Die Credit Suisse ist auch wegen eigenmächtigen Bankern in die heutige Bredouille geraten. Drei Fälle dokumentieren diese Entgleisungen ganz genau – und zeigen, wie dringen ein Kulturwandel bei der Grossbank ist.

«Jeder Banker muss im Herzen ein Risikomanager sein»: Das ist das Mantra von António Horta-Osório, des neuen Präsidenten der Credit Suisse (CS). Wie er vergangenen Juli öffentlich erklärte, muss die Bank eine Kultur der persönlichen Verantwortung entwickeln.

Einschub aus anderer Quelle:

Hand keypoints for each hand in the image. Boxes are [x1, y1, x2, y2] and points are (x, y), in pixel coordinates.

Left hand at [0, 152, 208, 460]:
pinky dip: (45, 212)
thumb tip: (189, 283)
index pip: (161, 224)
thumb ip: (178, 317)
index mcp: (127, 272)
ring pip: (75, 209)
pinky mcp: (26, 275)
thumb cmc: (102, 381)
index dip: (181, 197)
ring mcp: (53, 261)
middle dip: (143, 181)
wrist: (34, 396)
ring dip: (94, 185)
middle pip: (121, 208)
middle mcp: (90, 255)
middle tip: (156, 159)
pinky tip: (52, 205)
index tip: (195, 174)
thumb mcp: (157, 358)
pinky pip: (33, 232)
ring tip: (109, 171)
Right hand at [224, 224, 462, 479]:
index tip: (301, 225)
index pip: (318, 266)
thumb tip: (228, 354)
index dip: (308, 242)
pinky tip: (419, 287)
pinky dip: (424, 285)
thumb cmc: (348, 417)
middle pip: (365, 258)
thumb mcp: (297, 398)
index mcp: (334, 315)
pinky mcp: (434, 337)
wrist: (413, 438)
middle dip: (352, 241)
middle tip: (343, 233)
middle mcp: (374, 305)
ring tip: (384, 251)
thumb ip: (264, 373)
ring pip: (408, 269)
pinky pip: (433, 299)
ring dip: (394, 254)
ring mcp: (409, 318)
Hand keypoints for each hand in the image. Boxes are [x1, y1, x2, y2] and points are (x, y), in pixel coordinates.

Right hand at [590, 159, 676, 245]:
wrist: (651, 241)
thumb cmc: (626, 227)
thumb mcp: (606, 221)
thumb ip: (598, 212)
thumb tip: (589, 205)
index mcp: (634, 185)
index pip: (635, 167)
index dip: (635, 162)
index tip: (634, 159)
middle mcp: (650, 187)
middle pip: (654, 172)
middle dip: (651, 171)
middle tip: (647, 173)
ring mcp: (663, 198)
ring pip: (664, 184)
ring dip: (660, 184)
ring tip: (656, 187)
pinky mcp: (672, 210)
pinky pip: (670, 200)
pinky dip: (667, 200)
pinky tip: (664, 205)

Die Äusserungen des Bankpräsidenten stehen vor dem Hintergrund des Doppel-Debakels um die Pleite der New Yorker Finanzfirma Archegos Capital und um die Schliessung der CS-Greensill-Fonds. Horta-Osório hält dabei den Finger auf den wunden Punkt: Während die Bank die offensichtlich gewordenen Mängel im Umgang mit Risiken mit Hochdruck zu schliessen sucht, ist es letztlich die «Kultur der Verantwortung», die im Fall neuerlicher Lücken Schlimmeres verhindert.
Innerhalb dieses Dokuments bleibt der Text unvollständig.